Housing follows employment patterns
It’s impossible to isolate the housing picture without examining the employment picture. The housing divide mirrors that of job growth: in the largest 100 metro areas, the number of people employed returned to pre-recession levels by mid-2012 and grew an additional 9.6% through mid-2017, according to Trulia. This compares with a mere 0.6% employment growth in rural counties during the same period, which have yet to recover to pre-recession employment levels.
The overall demographic shift indicates just how much job growth, driven by technology, comes from major cities. Over the same five-year period, the overall U.S. population grew by 3.7%. In the 100 largest metros, it expanded 4.8% and those living in rural areas fell by 1.0%, according to Trulia.

The urban boom
While rural areas have certainly been overlooked in the slow and steady road to recovery, it’s not all good news for red-hot urban markets. Affordability is still a major concern for prospective homebuyers who would rather rent than aggressively compete for limited amounts of inventory, as reflected by the sluggish summer season.

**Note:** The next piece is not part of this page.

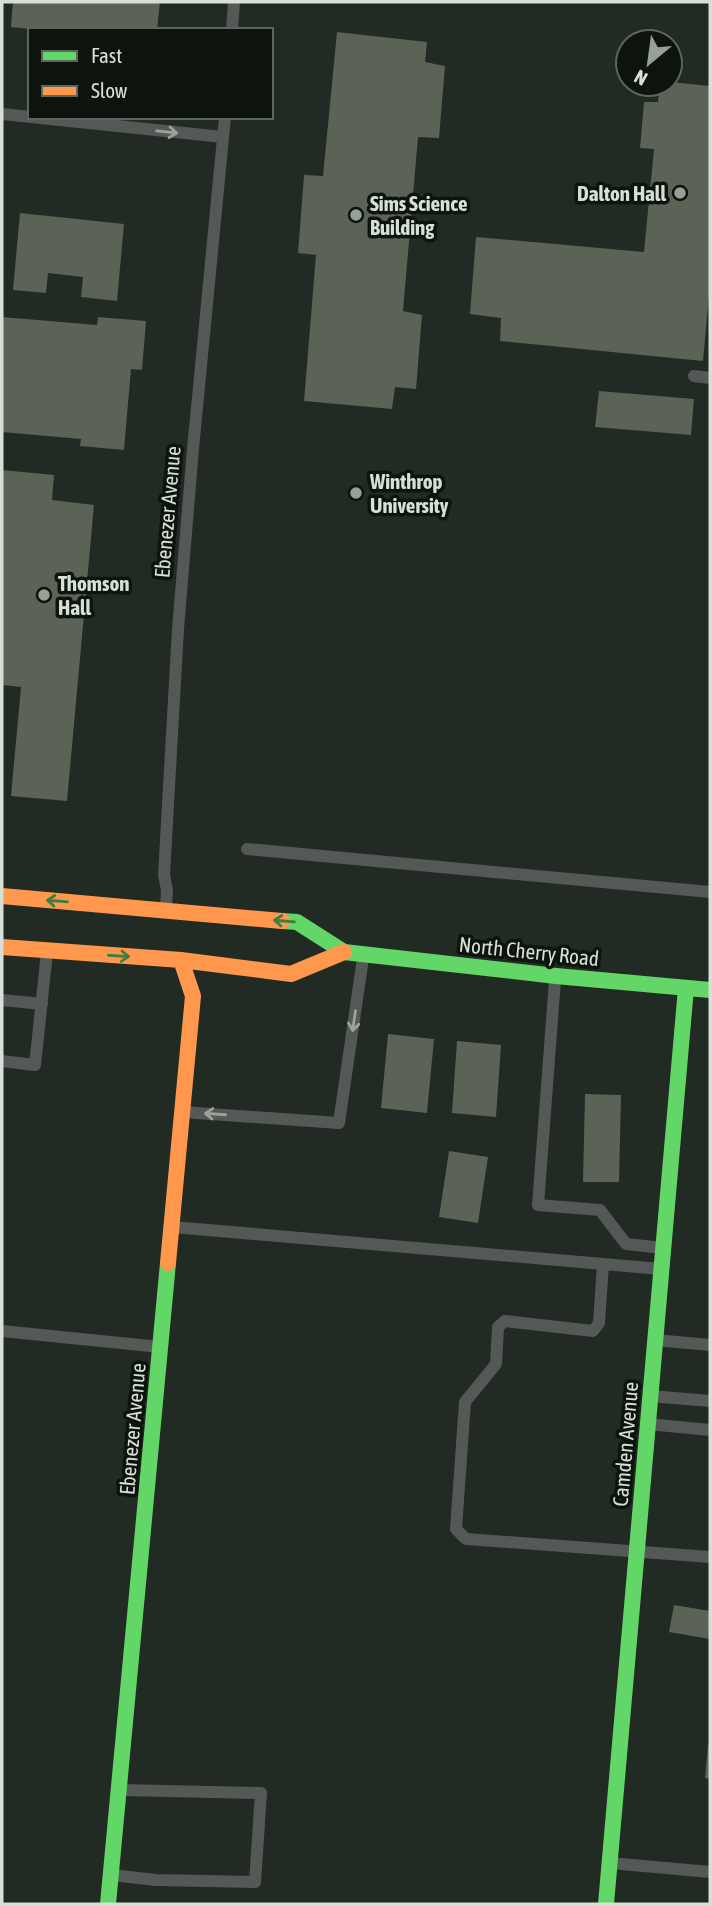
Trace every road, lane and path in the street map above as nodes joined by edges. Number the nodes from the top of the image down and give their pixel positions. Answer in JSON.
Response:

Rapid population and employment growth in the largest metro areas are pushing home prices out of reach. For instance, New York City, the nation’s largest U.S. metro, saw home prices appreciate 31% between 2012 and 2017. Los Angeles, the second-largest, experienced 68.4% growth during the same time period.

The disparity in job growth between rural and urban communities is only widening.
Despite this pronounced bifurcation between urban and rural economies,Robert Shiller, Yale economics professor and Nobel laureate, said there’s very little reason to believe that a bubble is brewing. He told Yahoo Finance earlier this month that he sees no signs of a crash like the one that rocked the housing market a decade ago.
“The market has been looking overheated ever since 2012 when we saw the upsurge that has been going on now for almost six years. And it looks like it’s still going up,” Shiller said in the interview with Yahoo Finance.
“It’s important to remember though that this period of five or six years didn’t take place in a vacuum. Some of the places that were overbuilt in the mid-2000s and suffered the biggest home value depreciation during the recession have not recently constructed as much housing relative to the number of new arrivals,” he said. “For some of those places, this is probably a healthy level of development.”